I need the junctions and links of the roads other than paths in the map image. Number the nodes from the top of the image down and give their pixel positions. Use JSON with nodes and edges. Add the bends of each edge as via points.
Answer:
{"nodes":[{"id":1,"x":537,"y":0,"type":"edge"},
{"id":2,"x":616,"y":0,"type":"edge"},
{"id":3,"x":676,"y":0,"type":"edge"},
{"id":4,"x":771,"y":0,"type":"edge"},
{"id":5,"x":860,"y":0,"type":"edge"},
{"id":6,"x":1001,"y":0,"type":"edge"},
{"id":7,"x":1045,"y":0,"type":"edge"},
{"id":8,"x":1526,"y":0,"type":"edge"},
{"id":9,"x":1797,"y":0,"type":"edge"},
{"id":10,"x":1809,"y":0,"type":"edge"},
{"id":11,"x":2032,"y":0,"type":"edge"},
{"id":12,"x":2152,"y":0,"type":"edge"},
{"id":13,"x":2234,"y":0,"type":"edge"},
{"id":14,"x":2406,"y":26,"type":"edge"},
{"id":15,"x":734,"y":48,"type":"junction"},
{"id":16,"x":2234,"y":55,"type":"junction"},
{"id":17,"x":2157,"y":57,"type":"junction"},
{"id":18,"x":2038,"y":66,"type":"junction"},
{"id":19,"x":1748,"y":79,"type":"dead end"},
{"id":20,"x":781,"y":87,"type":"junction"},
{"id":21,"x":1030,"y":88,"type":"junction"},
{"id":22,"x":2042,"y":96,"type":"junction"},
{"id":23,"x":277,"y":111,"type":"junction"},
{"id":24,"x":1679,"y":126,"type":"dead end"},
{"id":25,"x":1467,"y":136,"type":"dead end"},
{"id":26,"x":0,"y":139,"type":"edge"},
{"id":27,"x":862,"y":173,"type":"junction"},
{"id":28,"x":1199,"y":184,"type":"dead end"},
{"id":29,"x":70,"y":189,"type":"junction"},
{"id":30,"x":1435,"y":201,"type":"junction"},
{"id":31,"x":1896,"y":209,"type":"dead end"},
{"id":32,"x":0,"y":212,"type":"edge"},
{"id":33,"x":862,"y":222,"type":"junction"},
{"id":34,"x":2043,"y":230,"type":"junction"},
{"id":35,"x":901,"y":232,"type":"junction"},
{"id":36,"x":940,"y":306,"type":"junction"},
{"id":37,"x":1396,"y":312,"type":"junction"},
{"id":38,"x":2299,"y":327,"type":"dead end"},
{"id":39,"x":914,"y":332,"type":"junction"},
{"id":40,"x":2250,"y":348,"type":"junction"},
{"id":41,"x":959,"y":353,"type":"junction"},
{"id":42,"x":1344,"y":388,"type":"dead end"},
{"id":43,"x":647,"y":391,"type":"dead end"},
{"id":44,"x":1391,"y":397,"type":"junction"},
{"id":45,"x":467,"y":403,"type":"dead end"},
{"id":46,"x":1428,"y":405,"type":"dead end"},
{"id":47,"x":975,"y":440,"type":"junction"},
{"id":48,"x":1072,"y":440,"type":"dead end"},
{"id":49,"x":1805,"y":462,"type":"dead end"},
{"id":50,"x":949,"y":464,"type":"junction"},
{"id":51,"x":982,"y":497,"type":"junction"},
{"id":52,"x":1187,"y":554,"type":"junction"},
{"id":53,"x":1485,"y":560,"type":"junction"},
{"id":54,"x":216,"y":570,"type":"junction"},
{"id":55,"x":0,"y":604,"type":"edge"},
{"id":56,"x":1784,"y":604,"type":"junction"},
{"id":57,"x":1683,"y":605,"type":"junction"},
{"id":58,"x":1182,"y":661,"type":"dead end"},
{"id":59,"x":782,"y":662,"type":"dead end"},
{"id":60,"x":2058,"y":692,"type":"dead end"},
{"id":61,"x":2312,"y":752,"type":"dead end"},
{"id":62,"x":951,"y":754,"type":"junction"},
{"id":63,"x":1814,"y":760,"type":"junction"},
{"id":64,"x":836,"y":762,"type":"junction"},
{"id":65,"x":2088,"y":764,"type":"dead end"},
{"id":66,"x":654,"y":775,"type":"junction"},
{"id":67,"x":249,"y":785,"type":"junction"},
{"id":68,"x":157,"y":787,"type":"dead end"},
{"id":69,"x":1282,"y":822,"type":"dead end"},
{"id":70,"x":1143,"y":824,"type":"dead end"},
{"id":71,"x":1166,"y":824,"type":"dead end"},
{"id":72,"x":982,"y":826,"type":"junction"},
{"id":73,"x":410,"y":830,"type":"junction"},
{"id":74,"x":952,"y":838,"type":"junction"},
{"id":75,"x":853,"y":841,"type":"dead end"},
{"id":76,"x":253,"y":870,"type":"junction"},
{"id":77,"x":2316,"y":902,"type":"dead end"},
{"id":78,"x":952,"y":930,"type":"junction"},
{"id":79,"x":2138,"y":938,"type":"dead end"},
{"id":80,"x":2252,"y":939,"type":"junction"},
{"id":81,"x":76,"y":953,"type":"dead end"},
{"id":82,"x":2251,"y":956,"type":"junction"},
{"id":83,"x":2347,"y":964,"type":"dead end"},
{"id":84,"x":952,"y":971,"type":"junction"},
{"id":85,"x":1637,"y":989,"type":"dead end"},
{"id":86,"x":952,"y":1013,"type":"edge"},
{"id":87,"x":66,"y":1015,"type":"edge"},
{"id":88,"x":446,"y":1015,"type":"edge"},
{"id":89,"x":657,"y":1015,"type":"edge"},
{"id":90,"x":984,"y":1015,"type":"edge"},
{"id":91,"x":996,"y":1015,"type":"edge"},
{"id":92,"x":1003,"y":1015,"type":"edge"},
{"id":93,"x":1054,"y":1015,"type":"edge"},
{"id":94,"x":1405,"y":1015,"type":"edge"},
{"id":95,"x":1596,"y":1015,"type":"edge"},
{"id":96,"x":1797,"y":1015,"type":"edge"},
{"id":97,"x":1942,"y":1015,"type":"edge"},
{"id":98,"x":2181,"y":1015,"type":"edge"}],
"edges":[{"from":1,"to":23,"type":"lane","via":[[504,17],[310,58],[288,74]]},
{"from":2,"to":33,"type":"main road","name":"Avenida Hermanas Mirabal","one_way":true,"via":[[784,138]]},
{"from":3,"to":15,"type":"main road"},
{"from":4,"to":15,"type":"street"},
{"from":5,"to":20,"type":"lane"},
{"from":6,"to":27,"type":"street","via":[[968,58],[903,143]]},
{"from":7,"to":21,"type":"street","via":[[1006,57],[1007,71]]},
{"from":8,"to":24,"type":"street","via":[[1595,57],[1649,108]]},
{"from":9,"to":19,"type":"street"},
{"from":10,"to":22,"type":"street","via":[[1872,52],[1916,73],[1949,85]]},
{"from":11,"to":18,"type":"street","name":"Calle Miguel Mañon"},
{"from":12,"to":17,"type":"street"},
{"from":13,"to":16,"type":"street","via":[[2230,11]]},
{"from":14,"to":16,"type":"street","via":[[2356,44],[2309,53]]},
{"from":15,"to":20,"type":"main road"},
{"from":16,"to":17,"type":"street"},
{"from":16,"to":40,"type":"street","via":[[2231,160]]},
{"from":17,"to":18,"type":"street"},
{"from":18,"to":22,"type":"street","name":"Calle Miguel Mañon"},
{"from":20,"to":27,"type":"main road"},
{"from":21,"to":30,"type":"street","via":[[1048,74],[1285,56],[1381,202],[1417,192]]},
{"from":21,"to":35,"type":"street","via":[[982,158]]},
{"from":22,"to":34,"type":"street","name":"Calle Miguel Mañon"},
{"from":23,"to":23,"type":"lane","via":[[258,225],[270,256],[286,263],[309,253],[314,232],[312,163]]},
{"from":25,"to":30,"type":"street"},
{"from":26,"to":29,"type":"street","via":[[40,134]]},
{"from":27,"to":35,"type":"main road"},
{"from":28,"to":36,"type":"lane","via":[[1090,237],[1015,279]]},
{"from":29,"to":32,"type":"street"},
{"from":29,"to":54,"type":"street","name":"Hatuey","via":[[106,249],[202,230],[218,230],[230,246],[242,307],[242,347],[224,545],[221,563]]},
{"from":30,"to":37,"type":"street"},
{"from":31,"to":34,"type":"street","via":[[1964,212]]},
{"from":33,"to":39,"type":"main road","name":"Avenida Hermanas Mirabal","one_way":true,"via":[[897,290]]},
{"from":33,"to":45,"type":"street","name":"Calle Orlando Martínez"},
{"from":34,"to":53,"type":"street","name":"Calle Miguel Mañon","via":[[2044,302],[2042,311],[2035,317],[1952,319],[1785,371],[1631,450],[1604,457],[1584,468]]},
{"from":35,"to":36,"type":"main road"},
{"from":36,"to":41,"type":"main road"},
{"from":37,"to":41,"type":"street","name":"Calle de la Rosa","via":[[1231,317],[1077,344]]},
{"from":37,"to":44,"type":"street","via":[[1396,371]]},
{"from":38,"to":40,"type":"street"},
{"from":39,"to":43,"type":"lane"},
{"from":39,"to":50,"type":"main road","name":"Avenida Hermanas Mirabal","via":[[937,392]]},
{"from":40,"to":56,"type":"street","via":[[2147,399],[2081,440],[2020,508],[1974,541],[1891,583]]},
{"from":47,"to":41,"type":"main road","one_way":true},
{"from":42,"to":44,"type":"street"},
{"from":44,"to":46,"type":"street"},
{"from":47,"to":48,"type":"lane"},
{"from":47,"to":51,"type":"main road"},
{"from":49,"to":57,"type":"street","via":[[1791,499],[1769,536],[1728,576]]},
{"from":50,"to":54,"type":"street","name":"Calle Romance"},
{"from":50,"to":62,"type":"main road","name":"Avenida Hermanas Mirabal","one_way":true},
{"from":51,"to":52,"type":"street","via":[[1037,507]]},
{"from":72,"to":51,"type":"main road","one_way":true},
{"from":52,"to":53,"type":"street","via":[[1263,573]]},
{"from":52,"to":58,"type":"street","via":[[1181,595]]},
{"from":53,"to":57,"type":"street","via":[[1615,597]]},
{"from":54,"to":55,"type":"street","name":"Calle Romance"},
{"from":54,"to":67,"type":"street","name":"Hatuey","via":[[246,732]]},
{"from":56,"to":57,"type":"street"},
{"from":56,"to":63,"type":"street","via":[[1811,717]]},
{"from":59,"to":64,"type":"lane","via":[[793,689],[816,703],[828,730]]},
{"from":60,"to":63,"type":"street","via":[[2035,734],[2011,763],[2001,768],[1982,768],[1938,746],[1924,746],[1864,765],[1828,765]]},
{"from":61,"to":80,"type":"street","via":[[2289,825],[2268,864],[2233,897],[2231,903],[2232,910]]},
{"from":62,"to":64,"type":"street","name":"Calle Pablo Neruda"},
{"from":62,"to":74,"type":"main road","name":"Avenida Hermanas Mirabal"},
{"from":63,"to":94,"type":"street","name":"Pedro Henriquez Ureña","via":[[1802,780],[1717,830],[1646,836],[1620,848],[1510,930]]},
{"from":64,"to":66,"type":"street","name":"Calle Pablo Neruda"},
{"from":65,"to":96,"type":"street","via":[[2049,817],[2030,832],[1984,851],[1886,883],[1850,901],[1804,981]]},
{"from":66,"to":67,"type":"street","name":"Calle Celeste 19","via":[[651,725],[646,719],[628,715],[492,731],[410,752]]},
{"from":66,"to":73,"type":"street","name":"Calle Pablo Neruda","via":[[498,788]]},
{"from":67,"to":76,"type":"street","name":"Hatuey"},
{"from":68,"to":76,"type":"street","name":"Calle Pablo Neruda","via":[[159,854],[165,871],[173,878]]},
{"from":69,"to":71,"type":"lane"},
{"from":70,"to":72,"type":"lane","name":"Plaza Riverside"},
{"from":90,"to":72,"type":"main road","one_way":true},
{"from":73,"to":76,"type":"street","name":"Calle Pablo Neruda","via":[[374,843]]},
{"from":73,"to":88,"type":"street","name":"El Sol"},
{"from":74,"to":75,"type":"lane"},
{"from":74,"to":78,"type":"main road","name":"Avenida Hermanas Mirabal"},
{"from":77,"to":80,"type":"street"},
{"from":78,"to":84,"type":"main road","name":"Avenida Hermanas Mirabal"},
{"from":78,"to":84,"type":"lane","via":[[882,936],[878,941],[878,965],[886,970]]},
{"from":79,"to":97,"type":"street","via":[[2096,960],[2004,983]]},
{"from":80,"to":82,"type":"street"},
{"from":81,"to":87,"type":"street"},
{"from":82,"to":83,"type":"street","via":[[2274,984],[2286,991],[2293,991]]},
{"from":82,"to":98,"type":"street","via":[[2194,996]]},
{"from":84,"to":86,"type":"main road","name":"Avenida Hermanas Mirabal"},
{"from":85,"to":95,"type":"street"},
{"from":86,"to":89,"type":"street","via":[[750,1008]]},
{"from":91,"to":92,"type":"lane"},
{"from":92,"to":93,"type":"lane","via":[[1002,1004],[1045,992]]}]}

**Exercise prompt:**
Go through the data and return each line where the word "edges" appears.

**Written response:**
I need the junctions and links of the roads other than paths in the map image. Number the nodes from the top of the image down and give their pixel positions. Use JSON with nodes and edges. Add the bends of each edge as via points.
"edges":[{"from":1,"to":23,"type":"lane","via":[[504,17],[310,58],[288,74]]},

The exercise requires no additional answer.